Not well, they said, with 46 million people living below the poverty line – the highest number since the "war" began.
Absent from the panel, however, was anyone actually living in poverty, a detail not missed by a number of groups in the field.
"It would have been great if someone living in poverty could have been part of this panel, and talked about where programs were lacking, and the impact on them and their kids," says Kate Scully, a policy analyst at the Center for Hunger Free Communities.
"Hearing from recipients of programs just makes sense – [it's] more balanced," Boston-based mental health advocate and disability benefits lawyer Jennifer Leahy wrote on Twitter.
Rep. Barbara Lee, D-Calif., urged the House Budget Committee Sunday in an appearance on MSNBC to invite a person struggling with poverty to speak as a witness at the hearing. Lee suggested Tianna Gaines-Turner, a woman living in poverty and a member of Witnesses to Hunger, a Philadelphia-based group that encourages impoverished women to share their stories.
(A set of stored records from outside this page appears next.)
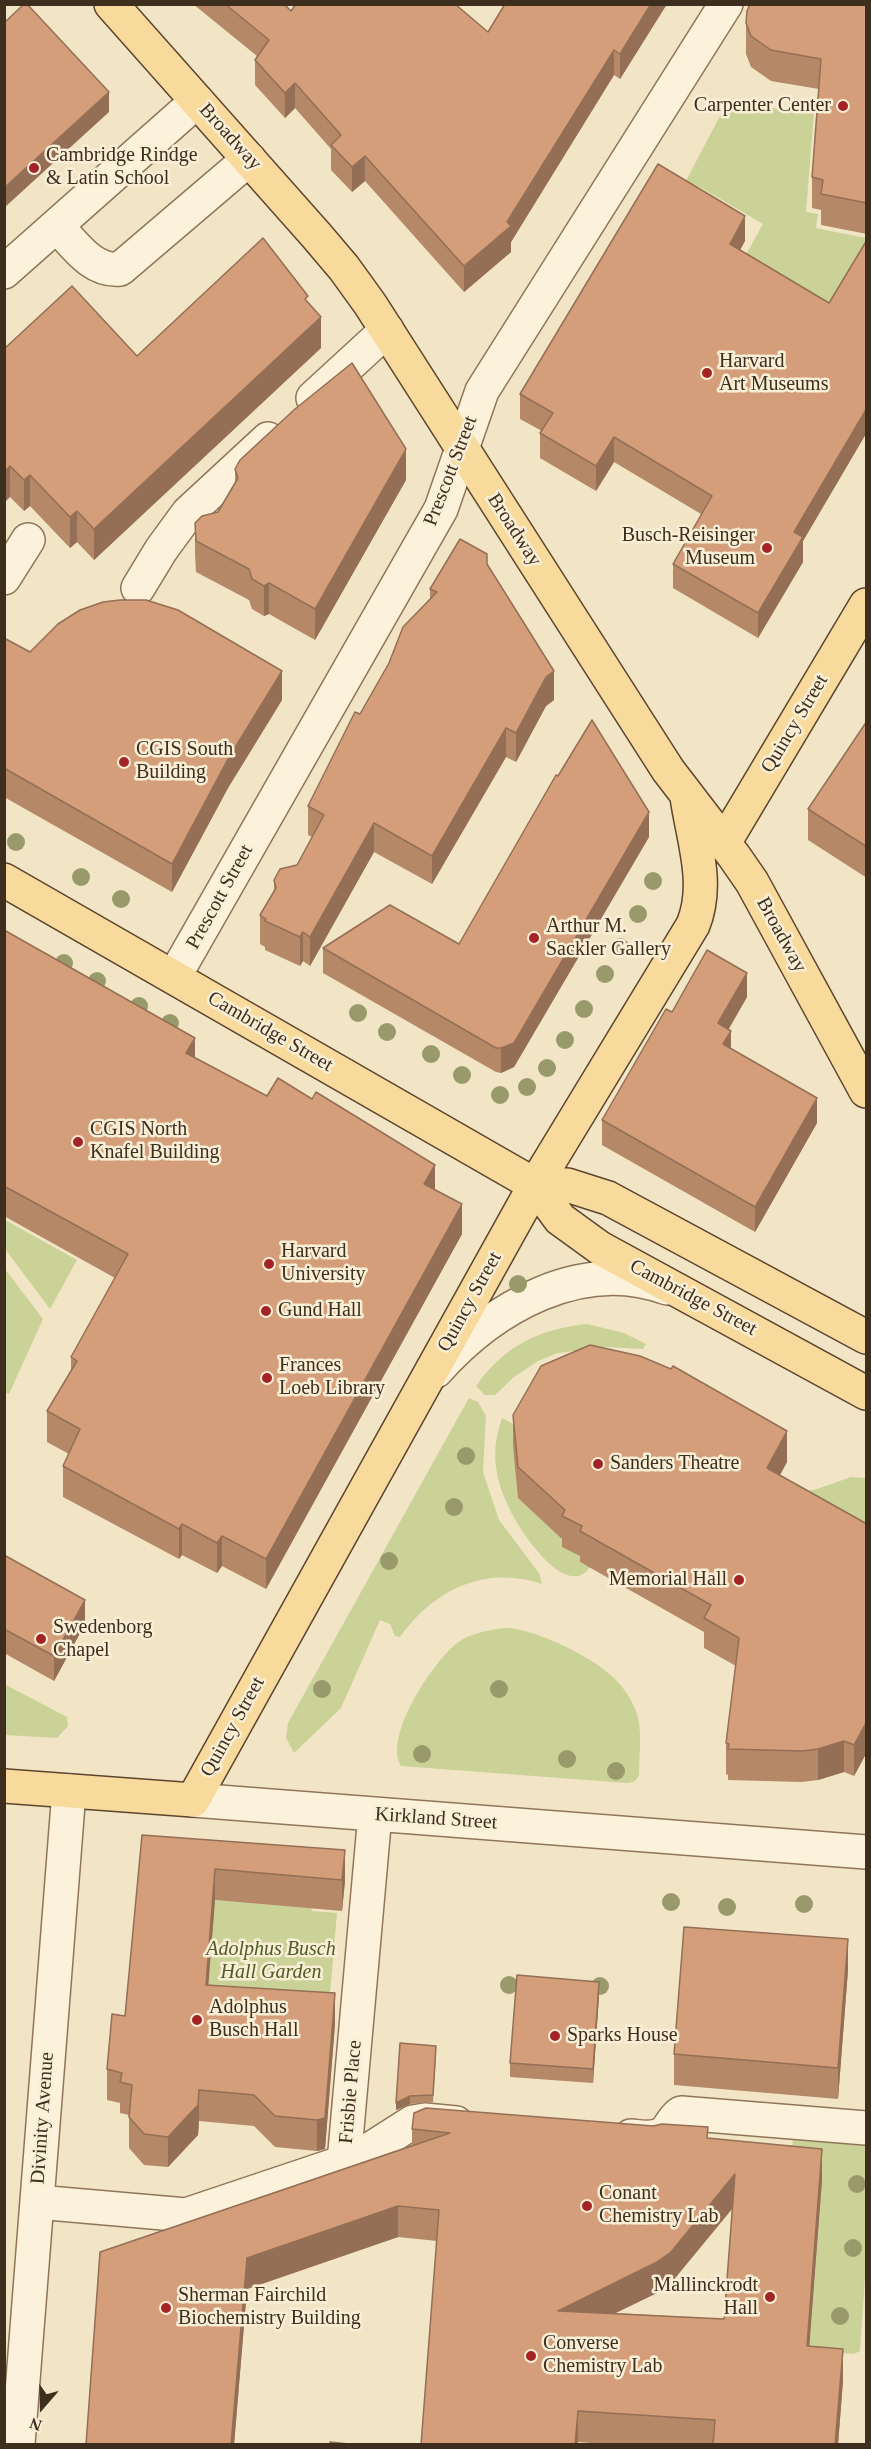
<!DOCTYPE html>
<style>
body{margin:0}
#map{position:relative;width:871px;height:2449px;overflow:hidden;background:#f2e5c6;font-family:"Times New Roman",serif}
canvas{display:block}
.frame{position:absolute;inset:0;border:6px solid #3e2e1e;pointer-events:none}
.north{position:absolute;left:12px;top:2377px;width:60px;height:60px;-webkit-text-stroke:4px #f9eed6;paint-order:stroke;rotate:200deg;font-size:16px;font-weight:700;line-height:24px;text-align:center;color:#3e2e1e}
.north::after{content:'';display:block;margin:auto;width:21px;height:27px;background:#3e2e1e;clip-path:polygon(50% 0,100% 100%,50% 72%,0 100%)}
</style>
<div id="map">
<canvas width="871" height="2449"></canvas>
<div class="frame"></div>
<div class="north">N</div>
</div>
<script>
const ctx = document.querySelector('canvas').getContext('2d');
ctx.lineJoin = 'round';
function paint(path, color) { ctx.fillStyle = color; ctx.fill(path, 'evenodd'); }
function strokePath(path, color, width, dash) { ctx.strokeStyle = color; ctx.lineWidth = width; ctx.lineCap = dash ? 'butt' : 'round'; ctx.setLineDash(dash || []); ctx.stroke(path); }
function write(font, color, halo, rows, align = 'center') {
  ctx.font = font + ' "Times New Roman",serif'; ctx.lineWidth = 5; ctx.setLineDash([]); ctx.textBaseline = 'middle'; ctx.strokeStyle = halo; ctx.fillStyle = color; for (const [text, x, y, turn = 0] of rows) {
    ctx.save(); ctx.translate(x, y); ctx.rotate((+turn || 0) * Math.PI / 180); ctx.textAlign = isNaN(turn) ? turn : align; if (halo) ctx.strokeText(text, 0, 0); ctx.fillText(text, 0, 0); ctx.restore();
  }
}
paint(new Path2D(`
 M 733,106 L 756,106 L 814,113 L 806,212 L 818,214 L 816,228 L 866,238 L 866,246 L 823,318 L 739,267 L 763,224 L 698,186 L 677,198 L 722,112 Z
 M 5,1220 L 77,1260 L 50,1309 L 5,1249 Z
 M 5,1269 L 43,1319 L 9,1394 L 4,1392 Z
 M 587,1324 L 624,1333 L 646,1344 L 643,1349 L 606,1347 L 558,1353 L 538,1361 L 514,1377 L 495,1395 L 485,1395 L 476,1386 C 504,1346 539,1329 587,1324 Z
 M 469,1398 L 478,1402 L 486,1416 L 483,1472 L 499,1520 L 539,1573 L 542,1584 C 484,1565 434,1590 400,1637 L 395,1636 L 390,1624 L 380,1620 L 341,1708 L 294,1753 L 286,1738 L 288,1723 Z
 M 502,1418 L 522,1428 L 565,1541 L 582,1557 L 580,1563 L 590,1567 C 566,1602 518,1528 509,1508 C 504,1497 499,1485 497,1473 C 493,1453 496,1436 502,1418 Z
 M 851,1477 L 866,1478 L 866,1555 L 767,1499 L 817,1489 Z
 M 505,1628 C 535,1628 595,1658 616,1680 C 624,1688 631,1699 636,1711 C 643,1730 639,1754 639,1775 C 636,1781 633,1783 626,1783 L 401,1766 C 383,1736 433,1662 457,1643 C 470,1633 489,1630 505,1628 Z
 M 4,1684 L 67,1717 L 68,1726 L 57,1738 L 5,1735 Z
 M 215,1900 L 311,1908 L 312,1911 L 337,1913 L 330,1994 L 206,2016 Z
 M 793,2137 L 866,2142 L 866,2264 L 860,2351 L 854,2354 L 809,2350 L 822,2180 L 790,2177 Z`), '#cbd298');
const minor = new Path2D(`
 M 57,226 C 74,244 92,272 120,269 L 249,159
 M 4,272 L 197,101
 M 313,398 L 387,330
 M 4,578 L 28,540
 M 138,588 L 161,550 L 188,513 L 268,439
 M 174,977 L 441,509 L 482,391 L 726,4
 M 436,1371 C 492,1308 581,1256 667,1288
 M 193,1800 L 866,1852
 M 631,2136 C 642,2137 655,2140 665,2132 C 671,2126 673,2118 681,2113 L 866,2128
 M 344,2162 L 355,2159 L 413,2122 L 425,2120 L 456,2123
 M 37,2202 L 186,2215 L 344,2162 L 375,1814
 M 18,2444 L 69,1791`);
const major = new Path2D(`
 M 111,4 L 316,235 L 344,268 L 370,304 L 668,770 L 734,856 L 752,882 L 866,1091
 M 724,843 L 866,605
 M 4,880 L 535,1185 L 560,1219 L 600,1248 L 866,1393
 M 535,1185 L 567,1185 L 608,1198 L 866,1337
 M 4,1786 L 193,1800 L 535,1185 L 693,925 C 710,884 693,839 687,797`);
strokePath(minor, '#8f7659', 36);
strokePath(major, '#5d442e', 36);
strokePath(minor, '#fcf1da', 33);
strokePath(major, '#f7da9c', 33);
ctx.fillStyle = '#989a6c';
for (const [x, y] of [
 [16,842],
 [81,877],
 [653,881],
 [121,899],
 [638,914],
 [620,947],
 [64,963],
 [605,974],
 [97,981],
 [139,1006],
 [584,1009],
 [358,1013],
 [170,1023],
 [387,1032],
 [565,1040],
 [431,1054],
 [547,1068],
 [462,1075],
 [527,1087],
 [500,1095],
 [518,1284],
 [466,1456],
 [454,1507],
 [389,1561],
 [322,1689],
 [499,1689],
 [422,1754],
 [567,1759],
 [616,1771],
 [671,1902],
 [804,1904],
 [727,1907],
 [509,1985],
 [600,1986],
 [857,2184],
 [853,2248],
 [840,2316]
]) { ctx.beginPath(); ctx.arc(x, y, 9, 0, 2 * Math.PI); ctx.fill(); }
paint(new Path2D(`
 M 193,4 L 284,4 L 291,11 L 488,32 L 505,4 L 667,4 L 620,79 L 614,75 L 511,242 L 511,252 L 464,292 L 365,181 L 352,192 L 331,170 L 331,149 L 295,108 L 285,118 L 255,85 L 255,60 L 257,56 Z
 M 867,4 L 867,234 L 821,225 L 821,210 L 812,208 L 812,177 L 819,89 L 771,81 L 751,67 L 746,54 L 746,23 Z
 M 867,240 L 867,432 L 803,541 L 803,562 L 758,638 L 673,588 L 673,564 L 701,514 L 614,462 L 596,491 L 540,458 L 540,433 L 542,431 L 520,419 L 520,394 L 745,241 L 740,250 L 829,303 Z
 M 308,302 L 321,348 L 94,560 L 77,542 L 70,548 L 30,506 L 24,511 L 10,497 L 4,349 L 137,356 Z
 M 235,469 L 406,480 L 315,640 L 269,614 L 264,616 L 252,609 L 249,600 L 196,572 L 195,554 L 195,523 L 218,512 L 235,483 Z
 M 487,564 L 554,700 L 546,706 L 516,762 L 506,757 L 432,884 L 374,852 L 310,966 L 303,961 L 300,966 L 265,950 L 265,947 L 260,944 L 260,915 L 274,891 L 274,880 L 297,865 L 312,837 L 308,835 L 308,806 L 360,714 L 430,599 L 430,589 Z
 M 4,638 L 30,652 L 282,700 L 228,788 L 172,892 L 4,797 Z
 M 867,721 L 867,878 L 808,840 L 808,809 Z
 M 649,837 L 514,1067 L 501,1073 L 496,1072 L 323,973 L 323,948 L 459,944 Z
 M 4,930 L 195,1058 L 435,1189 L 462,1234 L 266,1589 L 222,1566 L 217,1573 L 182,1555 L 179,1559 L 63,1497 L 63,1466 L 69,1454 L 47,1442 L 47,1411 L 71,1371 L 71,1357 L 115,1278 L 4,1216 Z
 M 747,997 L 728,1029 L 731,1049 L 817,1123 L 755,1232 L 602,1145 L 602,1120 L 672,1012 Z
 M 513,1415 L 787,1462 L 780,1475 L 867,1524 L 867,1752 L 854,1776 L 844,1772 L 818,1780 L 802,1782 L 728,1780 L 728,1775 L 726,1774 L 726,1743 L 736,1666 L 704,1648 L 704,1632 L 580,1562 L 580,1556 L 562,1547 L 562,1539 L 518,1498 L 513,1446 Z
 M 4,1555 L 85,1624 L 54,1681 L 4,1653 Z
 M 142,1835 L 345,1850 L 345,1881 L 342,1911 L 215,1900 L 208,1985 L 335,2024 L 325,2149 L 317,2151 L 275,2147 L 254,2126 L 199,2121 L 198,2135 L 168,2167 L 144,2165 L 129,2148 L 129,2115 L 120,2113 L 120,2103 L 107,2100 L 107,2069 L 125,2016 Z
 M 848,1970 L 838,2099 L 674,2085 L 674,2054 Z
 M 599,1996 L 593,2083 L 510,2077 L 510,2063 Z
 M 436,2053 L 433,2102 L 410,2104 L 396,2110 Z
 M 412,2129 L 708,2138 L 822,2180 L 809,2346 L 843,2380 L 838,2445 L 616,2445 L 578,2442 L 437,2241 L 398,2237 L 247,2289 L 234,2445 L 86,2445 L 100,2252 L 412,2145 ZM 733,2208 L 724,2319 L 615,2313 L 657,2293 L 671,2283 Z`), '#b58868');
paint(new Path2D(`
 M 651,4 L 667,4 L 620,79 L 620,54 Z
 M 614,50 L 614,75 L 511,242 L 511,252 L 464,292 L 464,266 L 507,222 Z
 M 295,83 L 295,108 L 285,118 L 285,93 Z
 M 109,92 L 109,112 L 4,208 L 4,188 Z
 M 365,156 L 365,181 L 352,192 L 352,167 Z
 M 745,216 L 745,241 L 730,268 L 730,244 Z
 M 321,317 L 321,348 L 94,560 L 94,529 Z
 M 867,408 L 867,432 L 803,541 L 803,562 L 758,638 L 758,613 L 794,532 Z
 M 614,437 L 614,462 L 596,491 L 596,466 Z
 M 406,449 L 406,480 L 315,640 L 315,609 Z
 M 10,466 L 10,497 L 4,503 L 4,472 Z
 M 30,475 L 30,506 L 24,511 L 24,480 Z
 M 77,511 L 77,542 L 70,548 L 70,517 Z
 M 269,583 L 269,614 L 264,616 L 264,586 Z
 M 282,671 L 282,700 L 228,788 L 172,892 L 172,864 L 228,759 Z
 M 554,671 L 554,700 L 546,706 L 516,762 L 516,733 L 546,677 Z
 M 506,728 L 506,757 L 432,884 L 432,856 Z
 M 649,812 L 649,837 L 514,1067 L 501,1073 L 501,1048 Z
 M 374,823 L 374,852 L 310,966 L 310,937 Z
 M 303,932 L 303,961 L 300,966 L 300,937 Z
 M 747,973 L 747,997 L 718,1048 L 718,1023 Z
 M 731,1031 L 731,1055 L 723,1044 Z
 M 195,1038 L 195,1068 L 186,1053 Z
 M 817,1098 L 817,1123 L 755,1232 L 755,1207 Z
 M 435,1165 L 435,1195 L 424,1184 Z
 M 462,1204 L 462,1234 L 266,1589 L 266,1559 Z
 M 787,1431 L 787,1462 L 767,1499 L 767,1468 Z
 M 182,1524 L 182,1555 L 179,1559 L 179,1529 Z
 M 222,1536 L 222,1566 L 217,1573 L 217,1543 Z
 M 85,1600 L 85,1624 L 54,1681 L 54,1656 Z
 M 867,1721 L 867,1752 L 854,1776 L 854,1745 Z
 M 844,1741 L 844,1772 L 818,1780 L 818,1749 Z
 M 345,1850 L 345,1881 L 342,1911 L 342,1880 Z
 M 215,1869 L 215,1900 L 206,2016 L 206,1985 Z
 M 848,1939 L 848,1970 L 838,2099 L 838,2068 Z
 M 599,1982 L 599,1996 L 593,2083 L 593,2069 Z
 M 335,1993 L 335,2024 L 325,2149 L 317,2151 L 317,2120 Z
 M 199,2090 L 199,2121 L 198,2135 L 168,2167 L 168,2137 Z
 M 410,2096 L 410,2104 L 396,2110 L 396,2103 Z
 M 822,2149 L 822,2180 L 807,2377 L 807,2346 Z
 M 735,2174 L 735,2205 L 671,2283 L 657,2293 L 558,2341 L 558,2311 Z
 M 398,2206 L 398,2237 L 247,2289 L 234,2445 L 231,2445 L 247,2258 Z
 M 843,2349 L 843,2380 L 838,2445 L 835,2445 Z
 M 578,2411 L 578,2445 L 575,2445 Z`), '#946f55');
const building = new Path2D(`
 M 24,4 L 27,4 L 109,92 L 4,188 L 4,23 Z
 M 225,4 L 284,4 L 291,11 L 296,4 L 455,4 L 488,32 L 505,4 L 651,4 L 620,54 L 614,50 L 507,222 L 511,226 L 464,266 L 365,156 L 352,167 L 331,145 L 341,135 L 295,83 L 285,93 L 255,60 L 269,40 Z
 M 750,4 L 867,4 L 867,203 L 821,194 L 823,180 L 812,177 L 821,59 L 771,50 L 751,36 L 746,23 L 747,11 Z
 M 658,164 L 745,216 L 730,244 L 829,303 L 867,240 L 867,408 L 794,532 L 803,537 L 758,613 L 673,564 L 712,496 L 614,437 L 596,466 L 540,433 L 553,413 L 520,394 Z
 M 263,238 L 308,296 L 305,299 L 321,317 L 94,529 L 77,511 L 70,517 L 30,475 L 24,480 L 10,466 L 4,472 L 4,349 L 72,286 L 137,356 Z
 M 352,363 L 406,449 L 315,609 L 269,583 L 264,586 L 252,579 L 249,569 L 196,541 L 195,523 L 202,516 L 218,512 L 238,478 L 235,469 L 240,460 L 295,409 Z
 M 460,539 L 487,554 L 487,564 L 554,671 L 546,677 L 516,733 L 506,728 L 432,856 L 374,823 L 310,937 L 303,932 L 300,937 L 265,921 L 266,919 L 260,915 L 276,888 L 274,880 L 280,869 L 297,865 L 324,815 L 308,806 L 355,712 L 360,714 L 389,663 L 403,627 L 437,592 L 430,589 Z
 M 120,600 L 146,600 L 178,610 L 282,671 L 228,759 L 172,864 L 4,768 L 4,638 L 30,652 L 58,624 L 80,610 L 103,602 Z
 M 592,720 L 649,812 L 514,1043 L 501,1048 L 496,1048 L 323,948 L 390,905 L 459,944 L 556,775 L 558,776 Z
 M 867,721 L 867,847 L 808,809 Z
 M 4,930 L 195,1038 L 186,1053 L 267,1096 L 278,1078 L 312,1099 L 316,1092 L 435,1165 L 424,1184 L 462,1204 L 266,1559 L 222,1536 L 217,1543 L 182,1524 L 179,1529 L 63,1466 L 80,1429 L 47,1411 L 77,1361 L 71,1357 L 128,1254 L 4,1186 Z
 M 707,950 L 747,973 L 718,1023 L 731,1031 L 723,1044 L 817,1098 L 755,1207 L 602,1120 L 666,1009 L 672,1012 Z
 M 590,1345 L 640,1356 L 671,1369 L 673,1366 L 787,1431 L 767,1468 L 867,1524 L 867,1721 L 854,1745 L 844,1741 L 818,1749 L 802,1751 L 728,1749 L 729,1744 L 726,1743 L 739,1638 L 704,1618 L 711,1605 L 580,1531 L 582,1526 L 562,1516 L 565,1510 L 518,1467 L 513,1415 L 541,1366 Z
 M 4,1555 L 85,1600 L 54,1656 L 4,1629 Z
 M 142,1835 L 345,1850 L 342,1880 L 215,1869 L 206,1985 L 335,1993 L 325,2118 L 317,2120 L 275,2116 L 254,2095 L 199,2090 L 198,2105 L 168,2137 L 144,2134 L 129,2117 L 132,2085 L 120,2082 L 122,2073 L 107,2069 L 112,2014 L 125,2016 Z
 M 684,1927 L 848,1939 L 838,2068 L 674,2054 Z
 M 517,1975 L 599,1982 L 593,2069 L 510,2063 Z
 M 400,2043 L 436,2046 L 433,2095 L 410,2096 L 396,2103 Z
 M 426,2108 L 653,2126 L 662,2124 L 708,2127 L 707,2138 L 822,2149 L 807,2346 L 843,2349 L 835,2445 L 713,2445 L 715,2420 L 578,2411 L 575,2445 L 421,2445 L 439,2210 L 398,2206 L 247,2258 L 231,2445 L 86,2445 L 100,2252 L 450,2133 L 412,2129 L 414,2113 ZM 735,2174 L 724,2319 L 558,2311 L 657,2262 L 671,2252 Z
 M 330,2442 L 358,2445 L 330,2445 Z`);
paint(building, '#d39e79');
strokePath(building, '#946f55', 1.5);
for (const [x, y, r, color] of [
 [843,106,6,"#a42426"],
 [34,168,6,"#a42426"],
 [707,373,6,"#a42426"],
 [767,548,6,"#a42426"],
 [124,762,6,"#a42426"],
 [534,938,6,"#a42426"],
 [78,1142,6,"#a42426"],
 [269,1264,6,"#a42426"],
 [266,1311,6,"#a42426"],
 [267,1378,6,"#a42426"],
 [598,1464,6,"#a42426"],
 [739,1580,6,"#a42426"],
 [41,1639,6,"#a42426"],
 [197,2020,6,"#a42426"],
 [555,2036,6,"#a42426"],
 [587,2206,6,"#a42426"],
 [770,2297,6,"#a42426"],
 [166,2308,6,"#a42426"],
 [531,2356,6,"#a42426"]
]) { const dot = new Path2D(); dot.arc(x, y, r, 0, 2 * Math.PI); ctx.fillStyle = color; ctx.fill(dot); strokePath(dot, '#f9eed6', 2); }
write('20px', '#3e2e1e', '#f9eed6', [
 ["Carpenter Center",831,106,"right"],
 ["Cambridge Rindge",46,156],
 ["& Latin School",46,179],
 ["Harvard",719,362],
 ["Art Museums",719,385],
 ["Busch-Reisinger",755,536,"right"],
 ["Museum",755,559,"right"],
 ["CGIS South",136,750],
 ["Building",136,773],
 ["Arthur M.",546,927],
 ["Sackler Gallery",546,950],
 ["CGIS North",90,1130],
 ["Knafel Building",90,1153],
 ["Harvard",281,1252],
 ["University",281,1275],
 ["Gund Hall",278,1311],
 ["Frances",279,1366],
 ["Loeb Library",279,1389],
 ["Sanders Theatre",610,1464],
 ["Memorial Hall",727,1580,"right"],
 ["Swedenborg",53,1628],
 ["Chapel",53,1651],
 ["Adolphus",209,2008],
 ["Busch Hall",209,2031],
 ["Sparks House",567,2036],
 ["Conant",599,2194],
 ["Chemistry Lab",599,2217],
 ["Mallinckrodt",758,2286,"right"],
 ["Hall",758,2309,"right"],
 ["Sherman Fairchild",178,2296],
 ["Biochemistry Building",178,2319],
 ["Converse",543,2344],
 ["Chemistry Lab",543,2367]
], 'left');
write('20px', '#3e2e1e', '#f9eed6', [
 ["Broadway",230,137,48],
 ["Prescott Street",451,471,-69],
 ["Broadway",514,530,57],
 ["Quincy Street",795,724,-59],
 ["Prescott Street",220,897,-61],
 ["Broadway",781,935,61],
 ["Cambridge Street",270,1032,30],
 ["Cambridge Street",693,1298,28],
 ["Quincy Street",470,1302,-61],
 ["Quincy Street",233,1727,-61],
 ["Kirkland Street",436,1819,4],
 ["Frisbie Place",351,2092,-85],
 ["Divinity Avenue",43,2118,-86]
]);
write('italic 20px', '#4e5c23', '#f9eed6', [
 ["Adolphus Busch",271,1950],
 ["Hall Garden",271,1973]
]);
</script>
The Nation reports that Ryan declined to invite Gaines-Turner, but said she could submit written testimony.
Republicans, the majority party in the House, invited three witnesses to the panel Wednesday, all policy experts: Eloise Anderson, the secretary of the Wisconsin Department of Children and Families, Jon Baron, the president of the Coalition for Evidence-Based Policy and Douglas Besharov, a professor at the University of Maryland School of Public Policy.
William Allison, a spokesman for the House Budget Committee, defended the committee's panel choices and their decision not to include a witness currently living in poverty. In an e-mail, Allison pointed to a Reason story which states: "[Eloise] Anderson developed her views not based on abstract theory, however correct, but from seeing the workings of the system day in and day out and its effects on people... Before rising to run Wisconsin's welfare system, she had actually been in the system herself."
Democrats, the minority party in the House, had one witness: Sister Simone Campbell, the executive director of NETWORK, a Catholic advocacy group, and better known for her social justice organization "Nuns on the Bus."
Campbell sought to share the perspective of people currently living in poverty with lawmakers Wednesday, asking them at one point to "meet Billy from Milwaukee," who she said uses the federal food stamps program (SNAP) to feed his children during the day and a church food bank to feed them at night.
"From my perspective cutting SNAP is wrong morally," she argued. "[It] is a lifeline to millions of Americans."